━━━━━ Records supplied ━━━━━

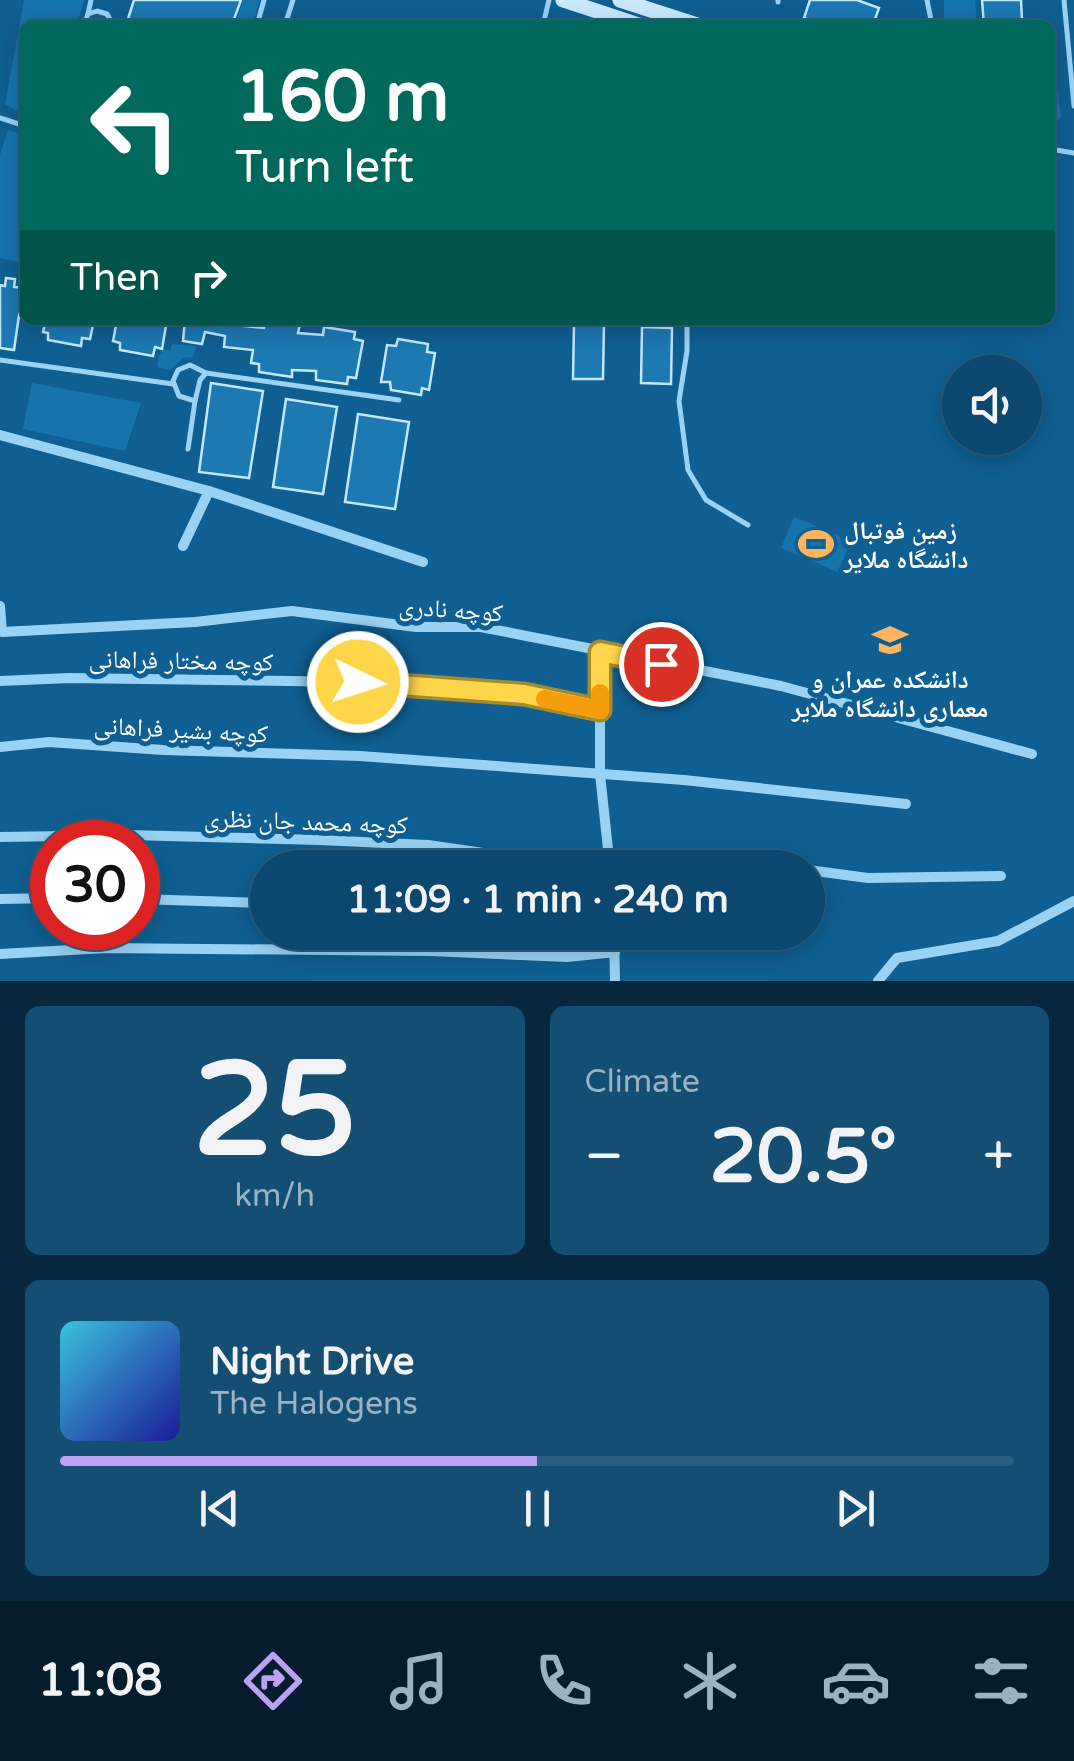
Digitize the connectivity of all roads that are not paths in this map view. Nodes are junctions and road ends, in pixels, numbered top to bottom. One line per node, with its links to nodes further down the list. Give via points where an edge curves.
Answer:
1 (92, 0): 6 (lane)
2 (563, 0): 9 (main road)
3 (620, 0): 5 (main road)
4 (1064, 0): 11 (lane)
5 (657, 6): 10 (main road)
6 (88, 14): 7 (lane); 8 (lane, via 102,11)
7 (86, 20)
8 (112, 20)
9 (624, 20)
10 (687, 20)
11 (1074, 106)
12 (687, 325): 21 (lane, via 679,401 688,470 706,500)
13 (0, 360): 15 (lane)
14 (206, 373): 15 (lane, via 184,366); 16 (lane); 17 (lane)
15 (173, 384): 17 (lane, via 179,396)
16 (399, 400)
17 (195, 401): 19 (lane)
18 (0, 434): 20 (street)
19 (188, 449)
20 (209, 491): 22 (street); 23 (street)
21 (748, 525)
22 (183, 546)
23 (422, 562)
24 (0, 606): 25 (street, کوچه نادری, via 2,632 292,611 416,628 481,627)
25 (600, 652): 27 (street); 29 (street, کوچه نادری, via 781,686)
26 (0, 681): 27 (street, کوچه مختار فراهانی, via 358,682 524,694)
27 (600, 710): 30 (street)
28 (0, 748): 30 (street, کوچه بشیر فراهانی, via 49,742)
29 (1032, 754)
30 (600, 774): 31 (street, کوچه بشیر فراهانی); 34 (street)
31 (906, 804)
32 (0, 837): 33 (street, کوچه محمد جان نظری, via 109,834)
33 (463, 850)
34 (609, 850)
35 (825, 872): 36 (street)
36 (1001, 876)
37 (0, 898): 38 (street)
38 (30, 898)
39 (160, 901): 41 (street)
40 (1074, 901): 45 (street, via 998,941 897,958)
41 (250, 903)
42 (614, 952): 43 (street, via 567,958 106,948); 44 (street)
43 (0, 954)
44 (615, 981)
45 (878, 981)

━━━━━

What to produce:
Copy every record exactly, without the pictures.

Result below:
Digitize the connectivity of all roads that are not paths in this map view. Nodes are junctions and road ends, in pixels, numbered top to bottom. One line per node, with its links to nodes further down the list. Give via points where an edge curves.
Answer:
1 (92, 0): 6 (lane)
2 (563, 0): 9 (main road)
3 (620, 0): 5 (main road)
4 (1064, 0): 11 (lane)
5 (657, 6): 10 (main road)
6 (88, 14): 7 (lane); 8 (lane, via 102,11)
7 (86, 20)
8 (112, 20)
9 (624, 20)
10 (687, 20)
11 (1074, 106)
12 (687, 325): 21 (lane, via 679,401 688,470 706,500)
13 (0, 360): 15 (lane)
14 (206, 373): 15 (lane, via 184,366); 16 (lane); 17 (lane)
15 (173, 384): 17 (lane, via 179,396)
16 (399, 400)
17 (195, 401): 19 (lane)
18 (0, 434): 20 (street)
19 (188, 449)
20 (209, 491): 22 (street); 23 (street)
21 (748, 525)
22 (183, 546)
23 (422, 562)
24 (0, 606): 25 (street, کوچه نادری, via 2,632 292,611 416,628 481,627)
25 (600, 652): 27 (street); 29 (street, کوچه نادری, via 781,686)
26 (0, 681): 27 (street, کوچه مختار فراهانی, via 358,682 524,694)
27 (600, 710): 30 (street)
28 (0, 748): 30 (street, کوچه بشیر فراهانی, via 49,742)
29 (1032, 754)
30 (600, 774): 31 (street, کوچه بشیر فراهانی); 34 (street)
31 (906, 804)
32 (0, 837): 33 (street, کوچه محمد جان نظری, via 109,834)
33 (463, 850)
34 (609, 850)
35 (825, 872): 36 (street)
36 (1001, 876)
37 (0, 898): 38 (street)
38 (30, 898)
39 (160, 901): 41 (street)
40 (1074, 901): 45 (street, via 998,941 897,958)
41 (250, 903)
42 (614, 952): 43 (street, via 567,958 106,948); 44 (street)
43 (0, 954)
44 (615, 981)
45 (878, 981)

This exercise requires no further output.